If-else statements are a staple of programming, we learn to use them since we start our journey. While they are a great tool, they aren’t always the best choice. For instance, take a look at this stupid Python code example:

This if-else sequence is not only unnecessarily bulky, but also pretty inefficient. Moreover, if you had to perform more operations than just calling a function, this code pattern would get very messy.

As regards execution speed, checking all those if statements’ conditions in series would mean that, for example, if the chosen character is the last (the Dragon), the program would go through every other case before finding the correct one. Expressing it with the big O notation, used to classify algorithms by their speed or space requirements as the input size grows, a sequence of if-else statements would be classified as O(n/2), or simply O(n). This means that the time it takes to execute that code grows linearly as the number of cases to check increases. So, imagine having much more characters to choose from. How much time would it take to check all those cases? Unnecessarily long.

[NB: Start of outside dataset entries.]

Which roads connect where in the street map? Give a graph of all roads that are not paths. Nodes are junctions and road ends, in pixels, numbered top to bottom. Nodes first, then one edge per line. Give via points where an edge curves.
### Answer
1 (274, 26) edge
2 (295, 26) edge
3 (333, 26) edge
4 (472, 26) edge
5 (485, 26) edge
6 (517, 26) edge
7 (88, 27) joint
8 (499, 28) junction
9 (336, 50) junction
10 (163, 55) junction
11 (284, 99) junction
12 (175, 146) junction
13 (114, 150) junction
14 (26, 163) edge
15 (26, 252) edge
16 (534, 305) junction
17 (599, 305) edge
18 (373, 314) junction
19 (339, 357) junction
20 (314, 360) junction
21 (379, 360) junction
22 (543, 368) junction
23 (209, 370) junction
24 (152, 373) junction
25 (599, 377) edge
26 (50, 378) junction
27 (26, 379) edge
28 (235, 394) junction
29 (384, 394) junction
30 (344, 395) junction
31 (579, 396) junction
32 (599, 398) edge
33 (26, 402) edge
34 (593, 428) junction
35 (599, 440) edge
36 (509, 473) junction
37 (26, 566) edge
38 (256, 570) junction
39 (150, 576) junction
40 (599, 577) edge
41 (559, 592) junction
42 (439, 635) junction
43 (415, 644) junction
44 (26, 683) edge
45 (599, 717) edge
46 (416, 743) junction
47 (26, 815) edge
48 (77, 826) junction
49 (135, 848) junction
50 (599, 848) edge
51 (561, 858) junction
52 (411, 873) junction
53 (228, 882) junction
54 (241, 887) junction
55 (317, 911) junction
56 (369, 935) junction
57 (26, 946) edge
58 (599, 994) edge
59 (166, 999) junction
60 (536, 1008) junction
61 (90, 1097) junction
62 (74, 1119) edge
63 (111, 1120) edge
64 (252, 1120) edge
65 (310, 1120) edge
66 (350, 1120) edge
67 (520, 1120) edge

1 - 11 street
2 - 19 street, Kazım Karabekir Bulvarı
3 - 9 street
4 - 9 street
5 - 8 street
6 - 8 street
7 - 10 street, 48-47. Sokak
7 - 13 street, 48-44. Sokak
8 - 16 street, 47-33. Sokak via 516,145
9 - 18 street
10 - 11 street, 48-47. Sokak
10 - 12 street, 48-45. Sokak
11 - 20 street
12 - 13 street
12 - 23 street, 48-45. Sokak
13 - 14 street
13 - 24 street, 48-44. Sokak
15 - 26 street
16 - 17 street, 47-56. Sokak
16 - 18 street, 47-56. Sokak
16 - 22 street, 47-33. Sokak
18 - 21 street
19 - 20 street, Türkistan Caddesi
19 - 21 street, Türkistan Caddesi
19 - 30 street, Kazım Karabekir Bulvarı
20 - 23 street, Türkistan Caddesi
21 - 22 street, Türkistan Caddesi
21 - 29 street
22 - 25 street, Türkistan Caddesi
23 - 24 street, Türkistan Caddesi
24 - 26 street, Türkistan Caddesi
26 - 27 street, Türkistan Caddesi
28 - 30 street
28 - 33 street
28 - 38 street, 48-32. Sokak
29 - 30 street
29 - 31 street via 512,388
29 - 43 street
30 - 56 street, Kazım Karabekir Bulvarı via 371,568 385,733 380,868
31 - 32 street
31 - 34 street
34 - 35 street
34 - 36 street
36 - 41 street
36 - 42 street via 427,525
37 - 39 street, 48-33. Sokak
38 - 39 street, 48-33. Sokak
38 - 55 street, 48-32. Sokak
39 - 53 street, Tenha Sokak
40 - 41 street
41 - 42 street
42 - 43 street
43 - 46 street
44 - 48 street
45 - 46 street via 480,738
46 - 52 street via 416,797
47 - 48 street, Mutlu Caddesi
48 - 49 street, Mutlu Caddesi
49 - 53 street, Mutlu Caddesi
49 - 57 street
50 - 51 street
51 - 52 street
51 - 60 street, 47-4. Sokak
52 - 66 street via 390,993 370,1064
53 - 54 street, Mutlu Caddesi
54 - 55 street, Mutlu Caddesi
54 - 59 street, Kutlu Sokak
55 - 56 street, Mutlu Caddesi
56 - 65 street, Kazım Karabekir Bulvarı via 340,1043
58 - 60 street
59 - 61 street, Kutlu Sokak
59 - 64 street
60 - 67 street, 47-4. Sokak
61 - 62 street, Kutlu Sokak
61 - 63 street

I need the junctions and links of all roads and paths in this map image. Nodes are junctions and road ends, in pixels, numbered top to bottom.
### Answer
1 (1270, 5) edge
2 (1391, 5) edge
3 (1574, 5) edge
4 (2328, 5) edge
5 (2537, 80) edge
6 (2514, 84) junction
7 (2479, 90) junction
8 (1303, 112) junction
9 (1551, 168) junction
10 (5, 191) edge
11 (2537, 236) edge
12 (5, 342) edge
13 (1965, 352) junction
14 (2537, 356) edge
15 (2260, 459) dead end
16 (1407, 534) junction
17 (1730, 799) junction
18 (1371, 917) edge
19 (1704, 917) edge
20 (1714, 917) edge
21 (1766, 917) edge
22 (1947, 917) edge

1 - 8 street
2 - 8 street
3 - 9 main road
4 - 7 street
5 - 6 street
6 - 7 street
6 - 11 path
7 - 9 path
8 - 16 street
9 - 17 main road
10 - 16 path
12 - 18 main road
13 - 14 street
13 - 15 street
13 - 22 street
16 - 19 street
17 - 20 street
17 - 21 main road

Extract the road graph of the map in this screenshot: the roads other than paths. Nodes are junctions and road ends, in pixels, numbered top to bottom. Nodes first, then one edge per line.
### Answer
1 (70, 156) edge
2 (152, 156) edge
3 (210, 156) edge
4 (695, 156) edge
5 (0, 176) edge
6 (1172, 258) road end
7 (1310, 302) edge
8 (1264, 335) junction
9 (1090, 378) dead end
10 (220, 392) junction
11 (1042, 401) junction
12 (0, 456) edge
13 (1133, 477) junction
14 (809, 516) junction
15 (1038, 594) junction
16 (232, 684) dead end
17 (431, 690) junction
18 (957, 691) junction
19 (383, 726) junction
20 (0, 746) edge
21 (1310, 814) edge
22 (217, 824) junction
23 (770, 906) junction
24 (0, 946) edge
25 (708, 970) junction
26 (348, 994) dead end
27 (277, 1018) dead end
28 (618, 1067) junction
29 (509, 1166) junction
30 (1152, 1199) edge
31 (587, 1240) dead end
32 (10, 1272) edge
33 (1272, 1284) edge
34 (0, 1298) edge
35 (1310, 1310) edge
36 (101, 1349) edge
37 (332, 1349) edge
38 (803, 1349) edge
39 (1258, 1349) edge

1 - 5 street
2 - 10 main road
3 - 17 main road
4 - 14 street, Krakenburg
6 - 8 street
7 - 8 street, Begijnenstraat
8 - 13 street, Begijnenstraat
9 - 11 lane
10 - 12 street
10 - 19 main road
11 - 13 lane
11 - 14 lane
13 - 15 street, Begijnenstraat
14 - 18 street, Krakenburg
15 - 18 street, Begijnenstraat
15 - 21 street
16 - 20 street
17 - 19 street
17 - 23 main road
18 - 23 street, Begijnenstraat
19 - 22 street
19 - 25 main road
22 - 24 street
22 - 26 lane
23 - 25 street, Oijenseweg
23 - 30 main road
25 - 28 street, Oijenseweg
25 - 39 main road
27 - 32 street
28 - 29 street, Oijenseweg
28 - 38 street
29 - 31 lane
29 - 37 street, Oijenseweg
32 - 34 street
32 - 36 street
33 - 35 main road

What Are Lookup and Hash Tables?

Lookup tables and hash tables are data structures that can replace computations during runtime with a simple lookup, be it a simple array indexing or through a hash function. Such tables trade memory with execution speed since they already store the computation’s result.

Talking about time complexity, indexing a lookup table scores a constant O(1) or in simple words, no matter how many cases are possible, it will always take the same amount of time to get the result. Hash tables also score, on average, O(1) and in the worst case, although very rare, O(n). This said lookup and…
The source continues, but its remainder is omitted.